Bereits zum zweiten Mal wird parallel zum Preis der Leipziger Buchmesse auch ein Publikumspreis vergeben. Das Voting dafür erfolgt online, die Aufforderung zur Abstimmung lautet:
Entscheiden Sie, wer Publikumsliebling 2011 beim diesjährigen Preis der Leipziger Buchmesse in der Kategorie ‚Belletristik‘ wird!
Dieser Satz lässt nicht nur – die Gänsefüßchen um die Genrebezeichnung „Belletristik“ mal außen vor gelassen – die Frage aufkommen, ob man beim „diesjährigen Preis der Leipziger Buchmesse“ womöglich auch „Publikumsliebling 2005“ oder „Publikumsliebling 2008“ werden könnte, sondern erklärt zudem recht unmissverständlich, dass er hier um die Personen, die Autorinnen und Autoren, geht und sicher nicht um deren Literatur. Tatsächlich machen bei dieser Abstimmung just jene TeilnehmerInnen den größten Gewinn, die die Bücher, über die sie da richten, am wenigsten, ja am besten gar nicht kennen. Denn:
Als Hauptpreis verlosen wir ein Buchpaket mit allen fünf nominierten Büchern …
Einen Publikumspreis, der Unkenntnis belohnt, halte ich dann doch für reichlich verfehlt. Publikumspreise dienen (oder muss man sagen: „dienten“?) eigentlich dazu, einer Jury von wenigen vermeintlichen Profis die Meinung von vielen vermeintlichen Laien entgegen zu setzen; auch aus Neugier, ob dabei nun unterschiedliche oder dieselben Ergebnisse herauskommen.

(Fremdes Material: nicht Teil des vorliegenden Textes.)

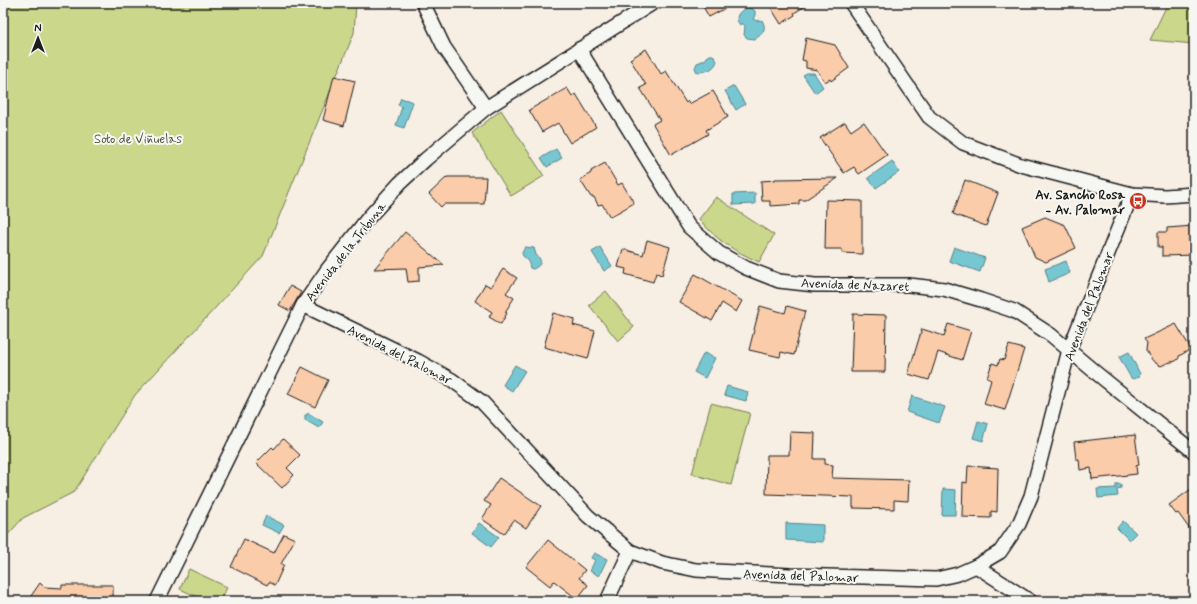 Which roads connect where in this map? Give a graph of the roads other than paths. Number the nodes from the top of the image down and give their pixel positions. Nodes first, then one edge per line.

Ich fand es angesichts der Hotlist 2009 schon schwierig, dass der Preis allein aufgrund eines Onlinevotings vergeben wurde – da ich mir nunmal kaum vorstellen kann, dass sonderlich viele Abstimmende auch nur einen Bruchteil der wirklich sehr vielen Bücher, die da zur Wahl standen, gelesen und verglichen hatten, bevor sie ihr Kreuzchen hier oder da gemacht haben. Und der Autor folglich höchstens auf seine Fangemeinde stolz sein konnte, nicht jedoch darauf, dass sein Buch „besser“ ist als andere. Allerdings waren sich die Hotlist-Erfinder dieses Problems wohl bewusst, denn schon im darauffolgenden Jahr wurde eine Jury eingesetzt, die über die – zur Hälfte von einer Vorjury, zur anderen Hälfte durch ein Onlinevoting – nominierten Bücher entscheidet.
Ein anderes Modell ist der Preis der Marler Gruppe, der parallel zum Grimme-Preis verliehen wird. Deren Jury setzt sich aus den so genannten „normalen“ Bürgern aller Altersstufen zusammen (mich freut besonders, dass immer viele Schüler dabei sind) – und guckt genau wie die anderen drei Jurys das ganze Programm, bevor über den Preis entschieden wird. Oder der Publikumspreis beim Bachmannwettbewerb: Auch da haben die meisten der Abstimmenden so gut wie alle Texte gehört und konnten sich folglich eine wohlüberlegte Meinung bilden. Genau, so gehen Publikumspreise! Und gerade deshalb kann man deren Bedeutung gar nicht hoch genug schätzen.
So, wie die Leipziger Buchmesse das macht, geht es, wie ich finde, dagegen gar nicht. Denn dieser Publikumspreis traut der Meinung der Masse gar nicht erst zu, dass sie fundiert sein könnte, sondern macht im Gegenteil aus seiner Geringschätzung dieser Meinung der Masse von vorneherein keinen Hehl. Das ist es nämlich, was der ausgelobte Hauptpreis, jenes „Buchpaket mit allen fünf nominierten Büchern“, bedeutet: Seid mal brav Stimmvieh, und wenn ihr Glück habt, erfahrt ihr nachher auch, worum es ging (obwohl es euch offensichtlich eh nicht die Bohne interessiert). Man gibt dem Publikum mithin gar keine andere Wahl als die personalisierte.
Und wofür bekommt man diesen Preis dann überhaupt? Dafür, dass man so ein lustiger Typ ist? Dafür, dass man so gut aussieht? Dafür, dass man todkrank ist? Ich könnte diesen Preis jedenfalls unmöglich als Ehrung verstehen. Mir erscheint er eher wie eine Beleidigung. Und zwar nicht nur des Autors, sondern mindestens in demselbem Maße auch des Publikums.